Under the Property Occupations Act 2014 (Qld), agents must be appointed via a valid Form 6 before they can claim commission. Queensland agents must be formally appointed in writing before they are entitled to sell a property or charge commission. This is done using the prescribed Appointment of Property Agent (Form 6). Without a valid appointment, an agent cannot legally claim commission for a sale. The settlement statement is where that entitlement is ultimately realised — the commission cheque drawn at settlement is the mechanism by which the agent is paid.
Reviewing the statement before settlement
Settlement statements are typically provided by the conveyancer a few days before settlement to allow time for review and corrections. Sellers who receive the statement for the first time on settlement day and see a net proceeds figure lower than anticipated are more likely to contact their agent in a panic. Proactively asking the seller’s solicitor to share a draft early, and then walking through it with the seller, is sound client management practice — not just a courtesy.

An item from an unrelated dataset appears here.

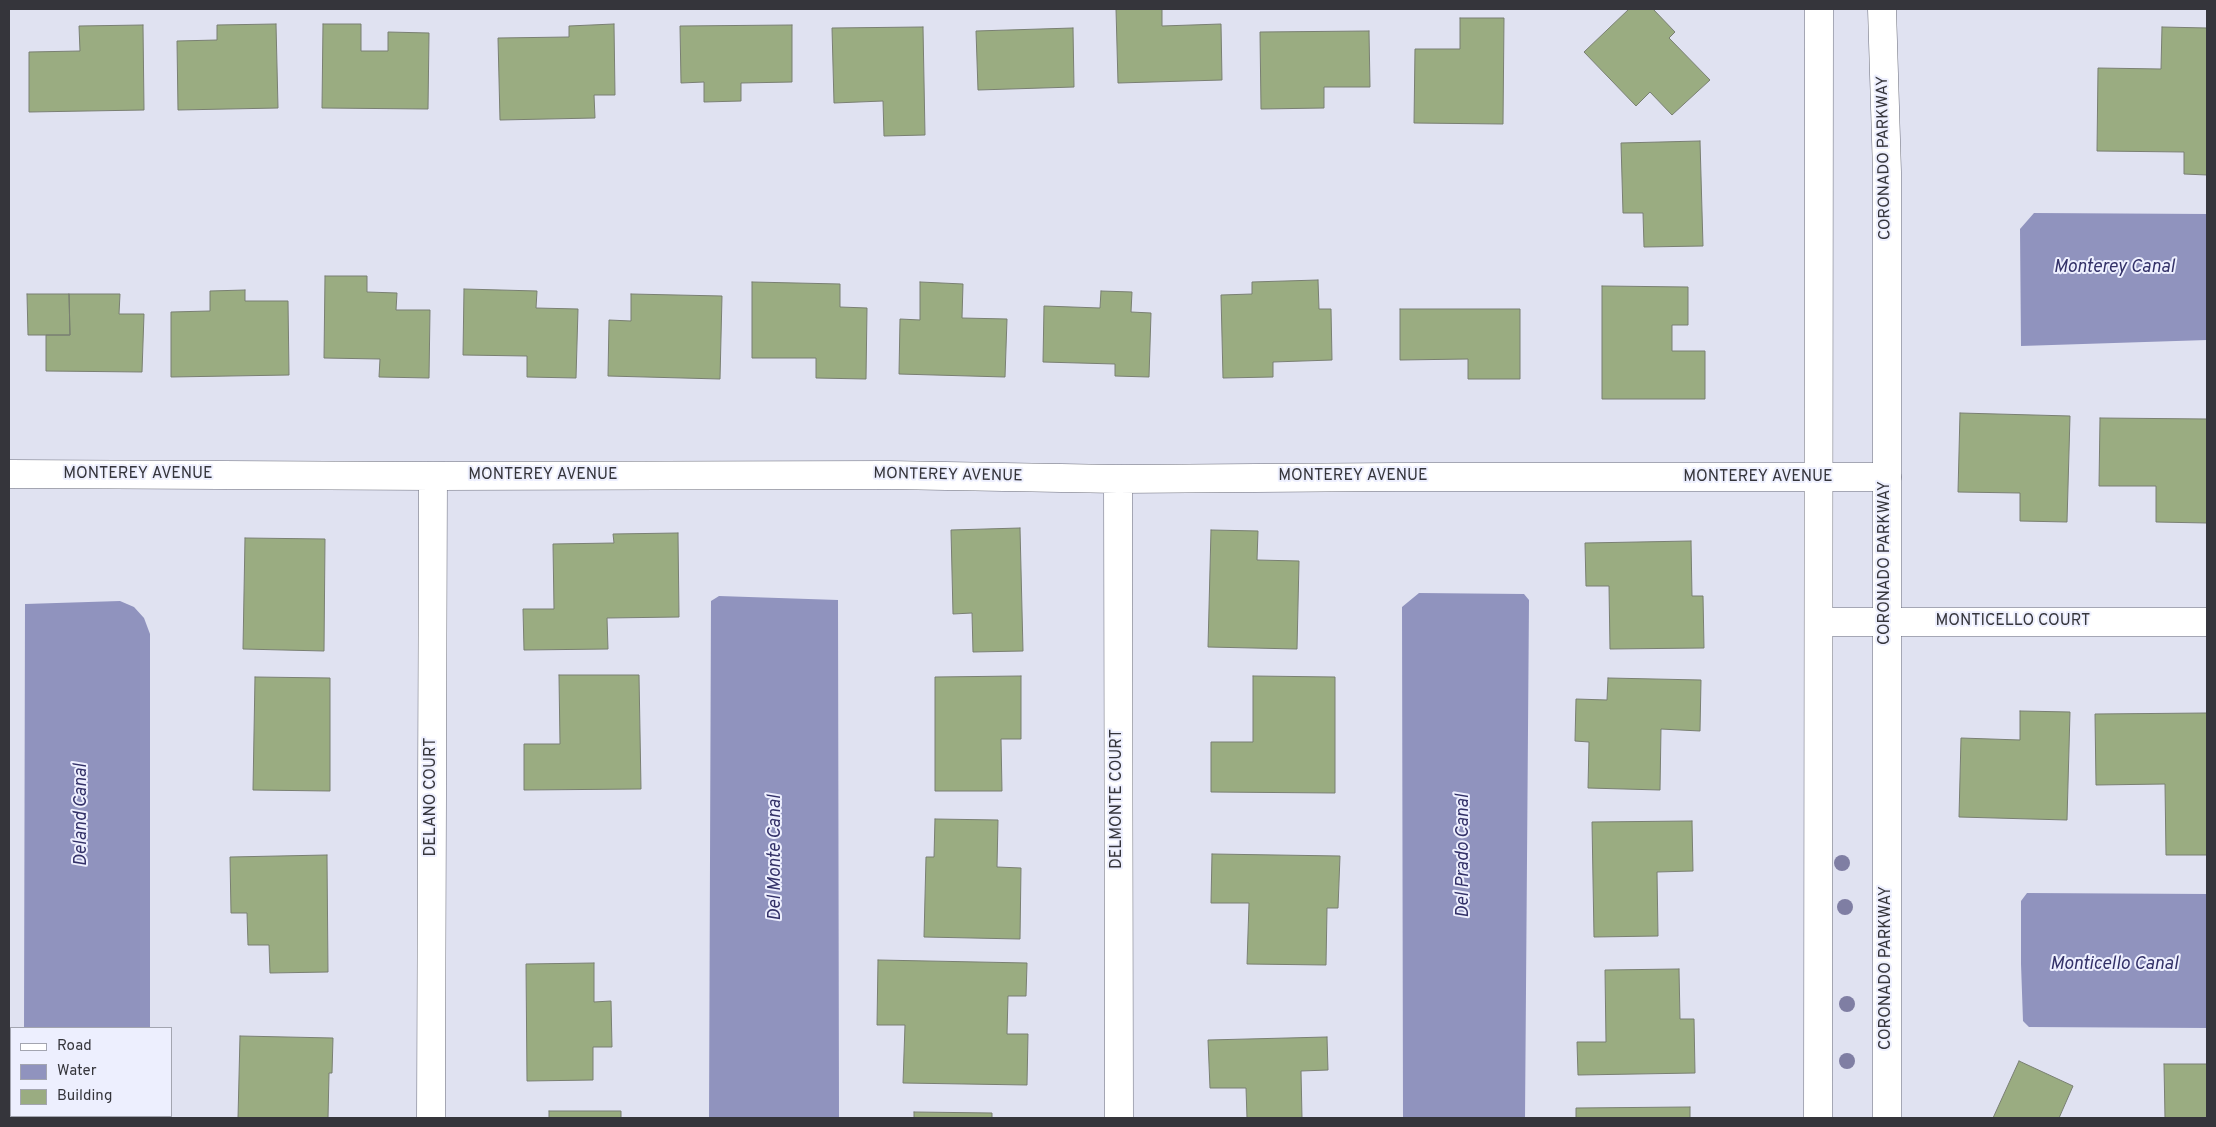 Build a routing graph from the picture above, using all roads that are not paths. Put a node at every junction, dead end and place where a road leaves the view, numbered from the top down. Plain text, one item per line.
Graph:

Agents working with overseas investors or interstate buyers should note that Queensland’s adjustment methodology differs in detail from other jurisdictions. The billing periods for council rates vary by council, body corporate levies are calculated in a quarterly period versus council rates which are calculated over a six-monthly period. Rates searches and water searches must be obtained for every settlement — all settlement figures are calculated off the actual current rate search, the water search, and the body corporate levies purchased on behalf of the buyer as part of the conveyancing process.
What This Means for Queensland Agents
The settlement statement is not an abstract financial document that belongs entirely to the solicitor’s world. It is the final reckoning of everything that has happened in a transaction — and it directly governs when and how much commission an agent receives.
Three practical habits separate agents who manage settlement cleanly from those who scramble:
Invoice early. Send your commission invoice to both parties’ solicitors as soon as the contract goes unconditional. Do not wait for a reminder or assume the solicitor has your details on file. Confirm receipt in writing.
Brief your seller before the statement arrives. Walk through the likely deductions — mortgage payout (if applicable), your commission, rates adjustments — before the solicitor sends the formal figures. A seller who already understands the structure receives no surprises. A seller who sees a net proceeds figure without context calls their agent.
Communicate during the settlement period. Alert sellers to the consequences of paying rates, water, or body corporate accounts close to settlement without telling their solicitor. A payment that goes unrecorded can produce an erroneous double-count on the settlement statement that takes time to unwind.
Including adjustments in the settlement statement provides clarity and avoids disputes between buyers and sellers. Adjustments align with the terms of the contract of sale, ensuring legal compliance. That clarity benefits everyone — but agents who understand the mechanics are the ones best placed to protect their clients and their own commission when the numbers matter most.